> **Requirement**:
Report each line of the entries below that includes "lane".

[Collected data entries]
※

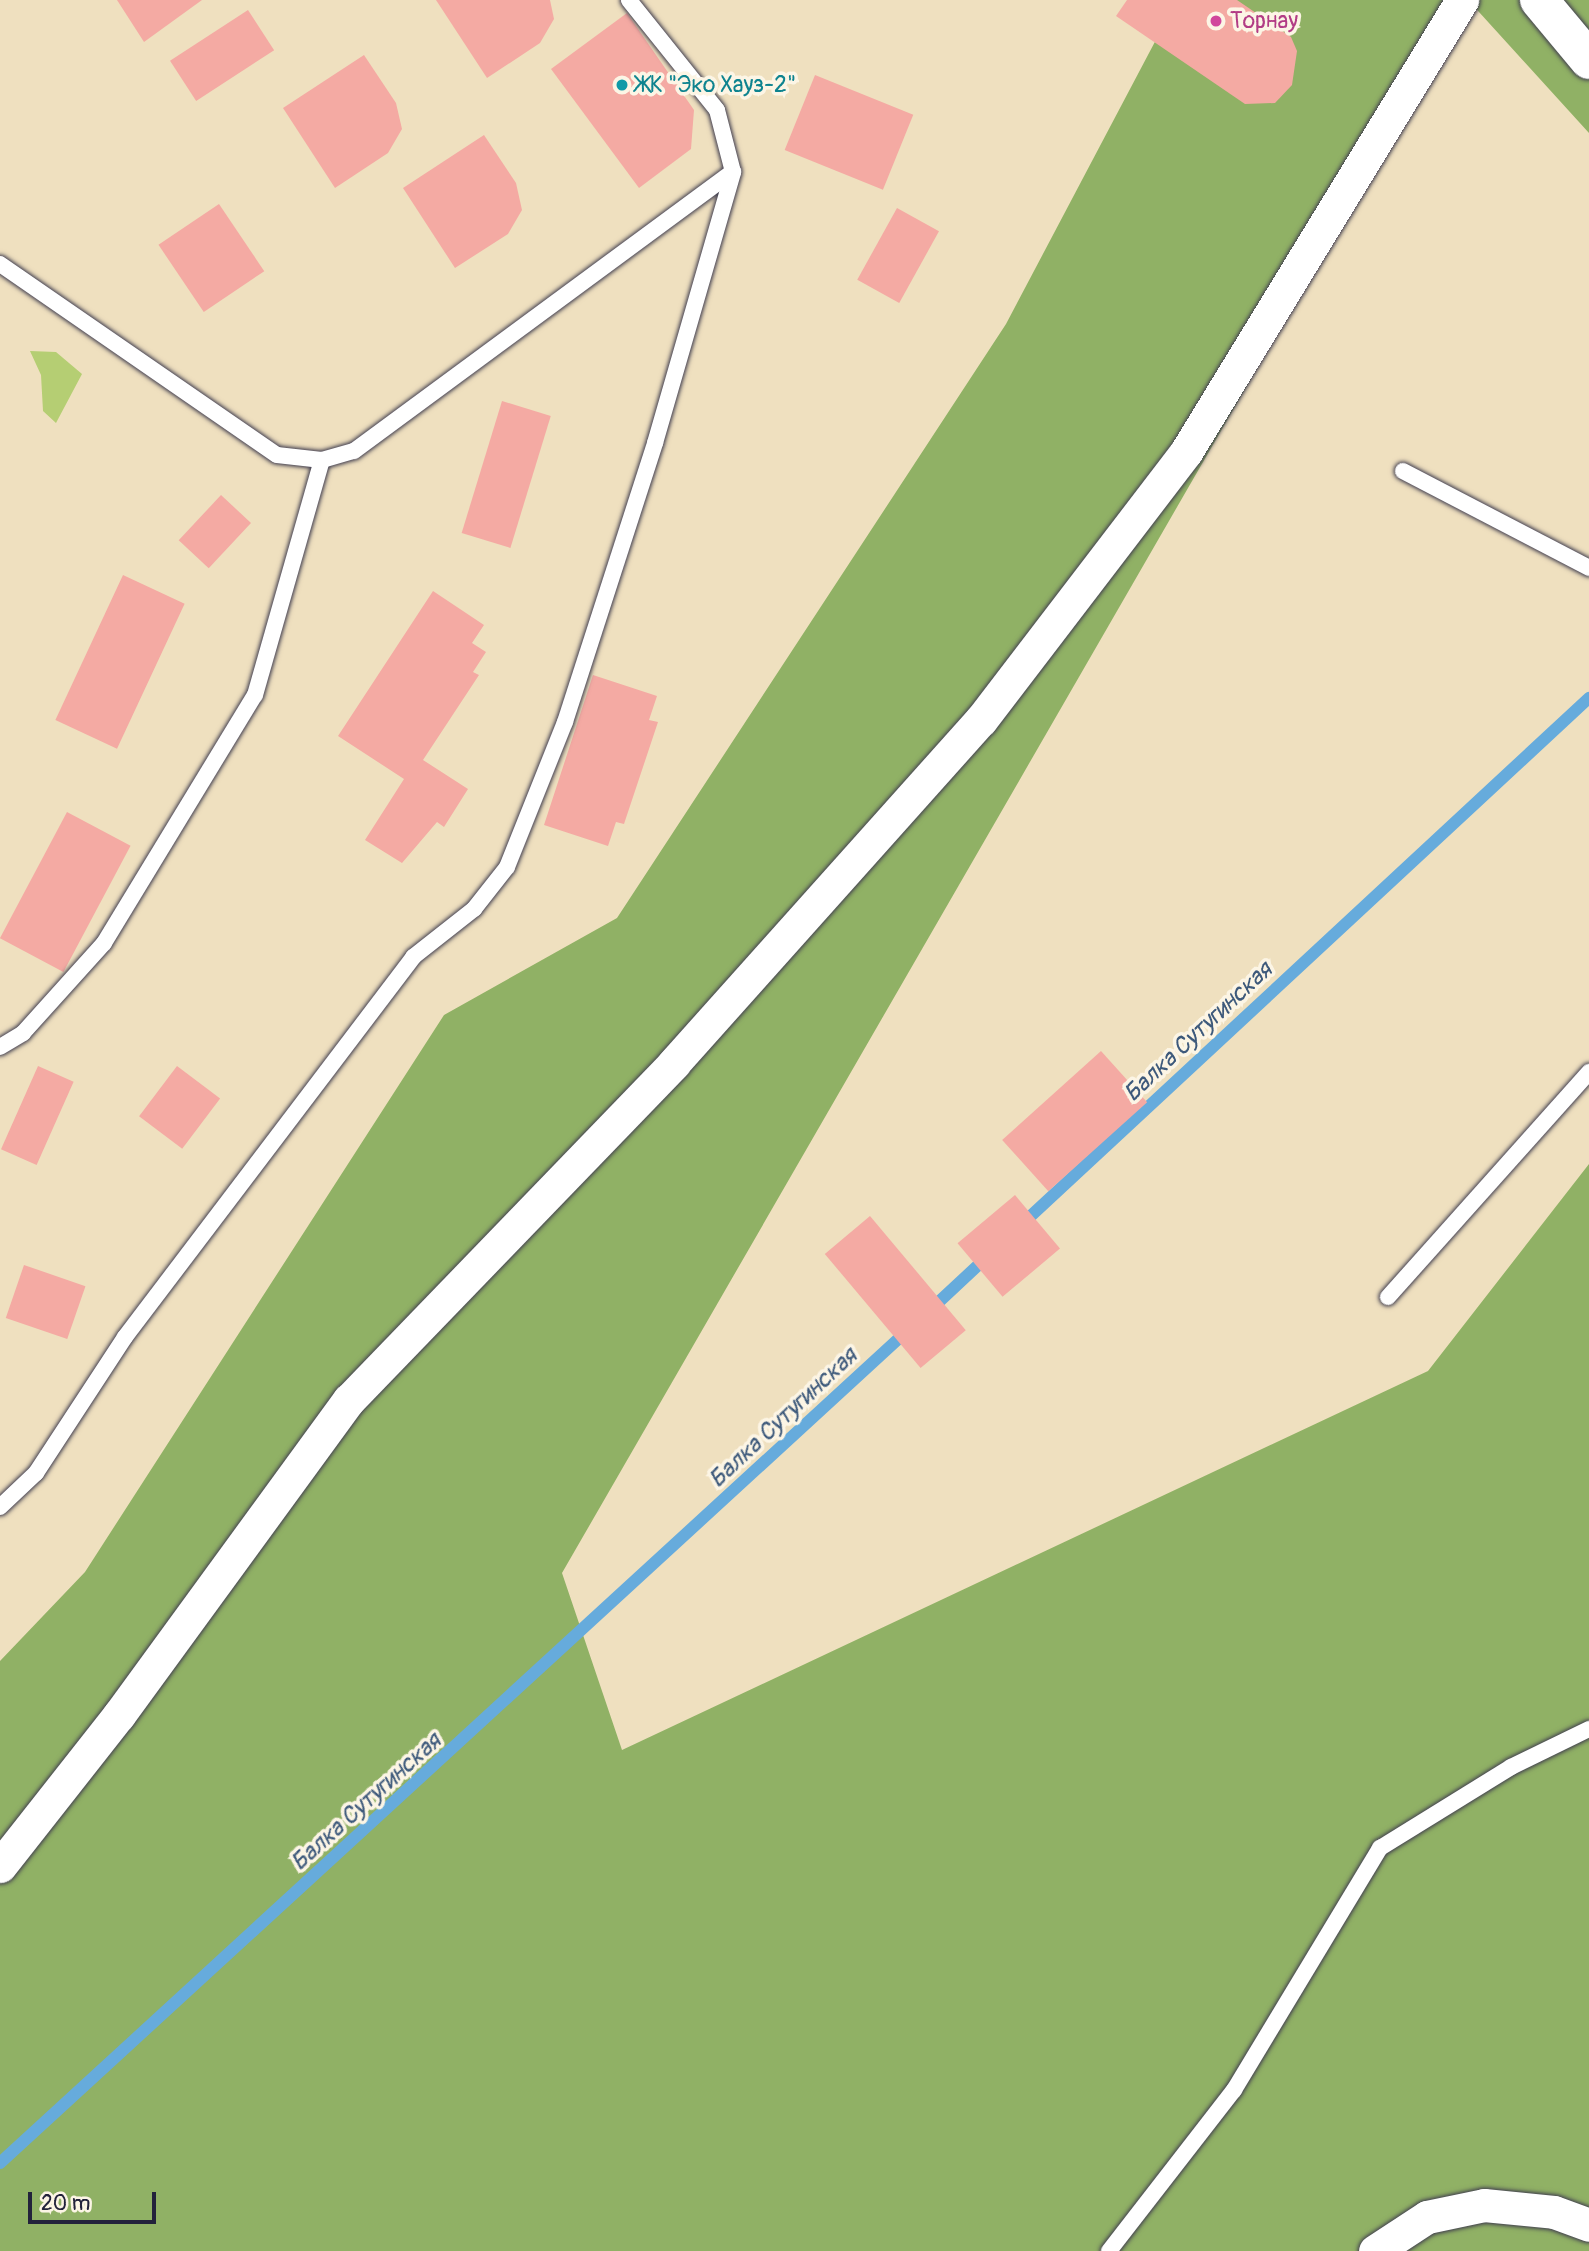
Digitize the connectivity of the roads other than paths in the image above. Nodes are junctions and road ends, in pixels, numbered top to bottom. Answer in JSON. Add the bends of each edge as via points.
{"nodes":[{"id":1,"x":629,"y":0,"type":"edge"},
{"id":2,"x":1462,"y":0,"type":"edge"},
{"id":3,"x":1539,"y":0,"type":"edge"},
{"id":4,"x":1589,"y":60,"type":"edge"},
{"id":5,"x":733,"y":172,"type":"junction"},
{"id":6,"x":0,"y":264,"type":"edge"},
{"id":7,"x":322,"y":460,"type":"junction"},
{"id":8,"x":1403,"y":471,"type":"dead end"},
{"id":9,"x":1589,"y":568,"type":"edge"},
{"id":10,"x":0,"y":1047,"type":"edge"},
{"id":11,"x":1589,"y":1072,"type":"edge"},
{"id":12,"x":1388,"y":1297,"type":"dead end"},
{"id":13,"x":0,"y":1507,"type":"edge"},
{"id":14,"x":1589,"y":1729,"type":"edge"},
{"id":15,"x":0,"y":1866,"type":"edge"},
{"id":16,"x":1589,"y":2225,"type":"edge"},
{"id":17,"x":1109,"y":2251,"type":"edge"},
{"id":18,"x":1375,"y":2251,"type":"edge"}],
"edges":[{"from":1,"to":5,"type":"lane","via":[[717,110]]},
{"from":2,"to":15,"type":"street","via":[[1186,452],[981,720],[674,1063],[349,1400],[119,1715]]},
{"from":3,"to":4,"type":"street"},
{"from":5,"to":7,"type":"lane","via":[[354,452]]},
{"from":5,"to":13,"type":"lane","via":[[642,483],[565,722],[507,867],[474,909],[412,957],[125,1337],[36,1473]]},
{"from":6,"to":7,"type":"lane","via":[[277,455]]},
{"from":7,"to":10,"type":"lane","via":[[255,695],[104,943],[23,1033]]},
{"from":8,"to":9,"type":"lane"},
{"from":11,"to":12,"type":"lane"},
{"from":14,"to":17,"type":"lane","via":[[1511,1767],[1380,1848],[1234,2090]]},
{"from":16,"to":18,"type":"street","via":[[1553,2212],[1484,2205],[1427,2217]]}]}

※

> **Your response**:
"edges":[{"from":1,"to":5,"type":"lane","via":[[717,110]]},
{"from":5,"to":7,"type":"lane","via":[[354,452]]},
{"from":5,"to":13,"type":"lane","via":[[642,483],[565,722],[507,867],[474,909],[412,957],[125,1337],[36,1473]]},
{"from":6,"to":7,"type":"lane","via":[[277,455]]},
{"from":7,"to":10,"type":"lane","via":[[255,695],[104,943],[23,1033]]},
{"from":8,"to":9,"type":"lane"},
{"from":11,"to":12,"type":"lane"},
{"from":14,"to":17,"type":"lane","via":[[1511,1767],[1380,1848],[1234,2090]]},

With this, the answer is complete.